++++ Information provided

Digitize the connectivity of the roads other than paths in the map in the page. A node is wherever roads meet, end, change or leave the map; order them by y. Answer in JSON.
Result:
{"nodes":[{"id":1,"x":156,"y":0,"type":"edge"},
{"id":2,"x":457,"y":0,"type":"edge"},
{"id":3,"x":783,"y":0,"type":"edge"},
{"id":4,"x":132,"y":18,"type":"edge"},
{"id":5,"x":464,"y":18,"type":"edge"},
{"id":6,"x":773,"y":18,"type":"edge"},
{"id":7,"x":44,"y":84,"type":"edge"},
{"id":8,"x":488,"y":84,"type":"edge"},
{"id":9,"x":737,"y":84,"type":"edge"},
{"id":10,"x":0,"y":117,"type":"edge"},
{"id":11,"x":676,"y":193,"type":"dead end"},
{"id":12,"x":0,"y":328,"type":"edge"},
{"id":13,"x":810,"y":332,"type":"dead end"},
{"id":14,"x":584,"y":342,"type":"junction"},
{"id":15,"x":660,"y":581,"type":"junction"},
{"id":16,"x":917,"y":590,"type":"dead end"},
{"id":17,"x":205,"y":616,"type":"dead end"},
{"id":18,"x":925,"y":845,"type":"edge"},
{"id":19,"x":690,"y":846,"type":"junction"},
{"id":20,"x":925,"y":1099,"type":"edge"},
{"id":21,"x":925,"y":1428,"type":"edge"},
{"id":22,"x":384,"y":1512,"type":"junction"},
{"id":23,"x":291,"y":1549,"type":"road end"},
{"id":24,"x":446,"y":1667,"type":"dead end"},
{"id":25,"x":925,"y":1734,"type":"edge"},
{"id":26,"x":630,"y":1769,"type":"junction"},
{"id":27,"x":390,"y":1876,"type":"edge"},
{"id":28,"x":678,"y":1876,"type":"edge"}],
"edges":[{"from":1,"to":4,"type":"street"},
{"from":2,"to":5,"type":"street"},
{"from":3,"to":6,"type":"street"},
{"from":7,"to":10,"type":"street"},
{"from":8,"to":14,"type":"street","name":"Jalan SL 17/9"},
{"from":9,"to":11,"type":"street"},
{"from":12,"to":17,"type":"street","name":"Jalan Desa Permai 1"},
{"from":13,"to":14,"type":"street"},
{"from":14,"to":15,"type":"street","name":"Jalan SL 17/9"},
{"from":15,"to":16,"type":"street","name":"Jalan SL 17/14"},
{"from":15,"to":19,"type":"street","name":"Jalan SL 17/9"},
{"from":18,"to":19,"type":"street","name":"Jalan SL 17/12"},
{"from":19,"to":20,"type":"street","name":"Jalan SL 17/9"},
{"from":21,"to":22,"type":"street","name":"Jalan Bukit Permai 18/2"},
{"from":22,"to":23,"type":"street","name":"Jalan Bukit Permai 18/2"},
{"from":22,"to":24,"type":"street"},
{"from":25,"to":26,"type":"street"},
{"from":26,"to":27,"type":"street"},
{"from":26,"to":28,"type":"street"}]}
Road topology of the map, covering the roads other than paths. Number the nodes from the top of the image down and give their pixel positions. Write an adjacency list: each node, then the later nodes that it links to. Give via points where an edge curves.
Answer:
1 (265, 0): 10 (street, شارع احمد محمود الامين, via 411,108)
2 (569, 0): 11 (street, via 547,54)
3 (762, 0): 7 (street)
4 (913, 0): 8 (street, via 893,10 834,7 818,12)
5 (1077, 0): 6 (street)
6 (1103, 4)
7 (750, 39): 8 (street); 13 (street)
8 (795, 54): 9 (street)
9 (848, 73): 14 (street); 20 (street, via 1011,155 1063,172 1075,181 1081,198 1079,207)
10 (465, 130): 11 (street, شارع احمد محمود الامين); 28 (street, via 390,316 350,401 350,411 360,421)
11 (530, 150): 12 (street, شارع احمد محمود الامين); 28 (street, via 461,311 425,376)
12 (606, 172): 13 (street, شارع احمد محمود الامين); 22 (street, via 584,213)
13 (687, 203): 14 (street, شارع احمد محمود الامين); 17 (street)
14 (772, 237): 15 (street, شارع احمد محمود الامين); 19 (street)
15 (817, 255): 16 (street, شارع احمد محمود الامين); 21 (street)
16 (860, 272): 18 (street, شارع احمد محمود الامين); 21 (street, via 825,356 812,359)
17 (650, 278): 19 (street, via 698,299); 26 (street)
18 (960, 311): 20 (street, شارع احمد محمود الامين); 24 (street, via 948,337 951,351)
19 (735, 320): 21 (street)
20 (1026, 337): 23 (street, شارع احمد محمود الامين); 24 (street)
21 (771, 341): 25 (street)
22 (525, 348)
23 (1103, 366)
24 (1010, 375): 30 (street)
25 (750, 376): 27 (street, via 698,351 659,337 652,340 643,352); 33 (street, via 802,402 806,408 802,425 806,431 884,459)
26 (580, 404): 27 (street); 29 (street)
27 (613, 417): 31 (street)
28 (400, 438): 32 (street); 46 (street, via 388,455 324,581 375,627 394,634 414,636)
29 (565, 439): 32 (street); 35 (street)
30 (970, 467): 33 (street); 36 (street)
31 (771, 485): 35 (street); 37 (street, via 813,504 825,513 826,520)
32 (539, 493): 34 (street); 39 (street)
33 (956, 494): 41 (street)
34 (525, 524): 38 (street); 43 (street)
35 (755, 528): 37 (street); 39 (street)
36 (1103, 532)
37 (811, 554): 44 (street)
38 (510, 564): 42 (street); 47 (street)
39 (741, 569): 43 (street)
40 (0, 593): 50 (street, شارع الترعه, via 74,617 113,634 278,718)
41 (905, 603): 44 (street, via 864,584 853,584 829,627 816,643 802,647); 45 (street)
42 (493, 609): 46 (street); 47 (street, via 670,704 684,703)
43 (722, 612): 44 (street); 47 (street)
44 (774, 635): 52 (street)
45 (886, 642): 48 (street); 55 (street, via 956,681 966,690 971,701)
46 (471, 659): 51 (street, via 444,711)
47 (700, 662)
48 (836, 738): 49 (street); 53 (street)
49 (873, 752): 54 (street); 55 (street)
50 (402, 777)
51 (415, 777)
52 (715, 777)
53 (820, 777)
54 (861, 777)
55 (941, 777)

++++++++

Search the data for "paths". Copy every matching line.

- Task result
Digitize the connectivity of the roads other than paths in the map in the page. A node is wherever roads meet, end, change or leave the map; order them by y. Answer in JSON.
Road topology of the map, covering the roads other than paths. Number the nodes from the top of the image down and give their pixel positions. Write an adjacency list: each node, then the later nodes that it links to. Give via points where an edge curves.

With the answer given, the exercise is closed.